**Problem requirements:** In the entries below, how many lines hold the word "dead"? Answer with the number only.

**Material to process:**
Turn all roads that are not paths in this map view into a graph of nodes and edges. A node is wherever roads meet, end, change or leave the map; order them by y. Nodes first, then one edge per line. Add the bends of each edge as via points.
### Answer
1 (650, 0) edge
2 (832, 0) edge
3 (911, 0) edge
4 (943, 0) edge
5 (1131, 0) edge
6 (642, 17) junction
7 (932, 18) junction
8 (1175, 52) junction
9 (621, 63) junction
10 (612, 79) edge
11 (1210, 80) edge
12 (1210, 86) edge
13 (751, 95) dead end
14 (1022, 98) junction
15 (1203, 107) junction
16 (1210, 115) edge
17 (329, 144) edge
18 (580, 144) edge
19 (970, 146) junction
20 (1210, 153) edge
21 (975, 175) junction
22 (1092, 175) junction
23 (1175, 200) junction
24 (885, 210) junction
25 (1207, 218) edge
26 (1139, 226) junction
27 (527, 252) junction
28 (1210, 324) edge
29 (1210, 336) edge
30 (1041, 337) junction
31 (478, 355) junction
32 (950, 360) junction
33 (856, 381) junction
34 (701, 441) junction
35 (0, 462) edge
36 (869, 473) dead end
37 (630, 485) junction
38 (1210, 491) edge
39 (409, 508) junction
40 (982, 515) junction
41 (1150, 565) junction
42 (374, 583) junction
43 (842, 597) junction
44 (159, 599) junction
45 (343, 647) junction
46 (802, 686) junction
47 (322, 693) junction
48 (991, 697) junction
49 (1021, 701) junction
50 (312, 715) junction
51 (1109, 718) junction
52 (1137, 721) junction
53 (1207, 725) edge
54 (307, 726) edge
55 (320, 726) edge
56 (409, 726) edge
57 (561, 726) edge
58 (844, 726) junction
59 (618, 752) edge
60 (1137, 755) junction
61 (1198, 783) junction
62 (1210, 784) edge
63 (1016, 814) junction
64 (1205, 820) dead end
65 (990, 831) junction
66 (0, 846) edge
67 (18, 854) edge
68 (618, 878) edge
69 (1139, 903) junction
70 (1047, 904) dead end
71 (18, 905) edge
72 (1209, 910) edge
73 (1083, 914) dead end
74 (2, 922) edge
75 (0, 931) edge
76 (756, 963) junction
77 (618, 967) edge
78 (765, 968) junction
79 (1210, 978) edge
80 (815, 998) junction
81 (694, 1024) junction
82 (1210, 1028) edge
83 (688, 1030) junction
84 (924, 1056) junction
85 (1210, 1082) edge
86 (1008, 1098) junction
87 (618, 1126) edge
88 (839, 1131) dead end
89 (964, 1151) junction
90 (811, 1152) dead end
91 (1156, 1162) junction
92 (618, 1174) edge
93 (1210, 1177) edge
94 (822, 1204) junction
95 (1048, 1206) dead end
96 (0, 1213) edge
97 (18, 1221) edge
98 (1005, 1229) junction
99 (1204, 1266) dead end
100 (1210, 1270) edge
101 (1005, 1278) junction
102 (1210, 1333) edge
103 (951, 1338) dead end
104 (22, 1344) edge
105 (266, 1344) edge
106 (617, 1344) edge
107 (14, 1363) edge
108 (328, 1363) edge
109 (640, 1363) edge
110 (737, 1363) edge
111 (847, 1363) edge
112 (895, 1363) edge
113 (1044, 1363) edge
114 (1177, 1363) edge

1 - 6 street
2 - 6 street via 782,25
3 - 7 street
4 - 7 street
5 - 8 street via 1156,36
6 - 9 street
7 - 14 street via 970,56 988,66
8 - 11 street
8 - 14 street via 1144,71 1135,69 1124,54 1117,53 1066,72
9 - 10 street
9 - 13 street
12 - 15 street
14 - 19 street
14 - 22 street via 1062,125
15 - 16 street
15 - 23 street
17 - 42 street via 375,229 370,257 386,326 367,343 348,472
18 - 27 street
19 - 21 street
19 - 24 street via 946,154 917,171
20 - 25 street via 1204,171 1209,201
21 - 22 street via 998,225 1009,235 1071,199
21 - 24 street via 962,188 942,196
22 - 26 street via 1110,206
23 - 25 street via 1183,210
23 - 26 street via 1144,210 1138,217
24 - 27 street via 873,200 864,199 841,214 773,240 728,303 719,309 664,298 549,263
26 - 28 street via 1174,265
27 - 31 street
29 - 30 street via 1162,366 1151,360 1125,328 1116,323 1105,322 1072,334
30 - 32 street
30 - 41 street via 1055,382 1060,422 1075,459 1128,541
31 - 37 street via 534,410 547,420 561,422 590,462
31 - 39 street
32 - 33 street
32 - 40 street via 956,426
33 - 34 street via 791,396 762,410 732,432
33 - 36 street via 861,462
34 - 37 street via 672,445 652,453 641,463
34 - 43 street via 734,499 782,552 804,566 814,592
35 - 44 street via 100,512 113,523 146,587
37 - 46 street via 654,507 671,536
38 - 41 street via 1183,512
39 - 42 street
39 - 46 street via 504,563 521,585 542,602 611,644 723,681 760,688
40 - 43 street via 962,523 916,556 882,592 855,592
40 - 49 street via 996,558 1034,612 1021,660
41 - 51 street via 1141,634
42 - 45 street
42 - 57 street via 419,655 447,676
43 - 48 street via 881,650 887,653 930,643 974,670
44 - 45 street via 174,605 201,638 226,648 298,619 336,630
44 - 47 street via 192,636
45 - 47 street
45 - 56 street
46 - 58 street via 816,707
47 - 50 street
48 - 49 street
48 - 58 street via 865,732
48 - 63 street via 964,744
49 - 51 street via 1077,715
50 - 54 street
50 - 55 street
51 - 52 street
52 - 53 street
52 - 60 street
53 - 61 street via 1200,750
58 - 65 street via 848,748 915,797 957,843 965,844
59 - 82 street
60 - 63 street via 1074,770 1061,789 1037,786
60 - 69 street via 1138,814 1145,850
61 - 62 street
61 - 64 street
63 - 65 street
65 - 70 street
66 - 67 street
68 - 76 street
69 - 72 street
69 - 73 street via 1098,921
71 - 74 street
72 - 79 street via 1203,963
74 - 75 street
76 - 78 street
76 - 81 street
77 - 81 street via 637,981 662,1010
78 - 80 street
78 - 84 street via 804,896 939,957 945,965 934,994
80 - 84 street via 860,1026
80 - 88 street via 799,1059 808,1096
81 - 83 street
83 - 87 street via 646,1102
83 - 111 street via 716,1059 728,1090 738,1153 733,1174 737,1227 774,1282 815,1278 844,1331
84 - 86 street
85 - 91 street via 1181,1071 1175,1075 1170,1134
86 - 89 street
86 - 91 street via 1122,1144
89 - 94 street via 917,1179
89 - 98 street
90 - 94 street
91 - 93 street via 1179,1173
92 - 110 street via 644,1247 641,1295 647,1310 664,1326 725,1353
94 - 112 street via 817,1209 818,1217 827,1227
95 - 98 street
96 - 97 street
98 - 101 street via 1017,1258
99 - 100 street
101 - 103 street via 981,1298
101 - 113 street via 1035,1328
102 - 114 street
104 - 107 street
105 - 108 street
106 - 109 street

**Answer space:** 10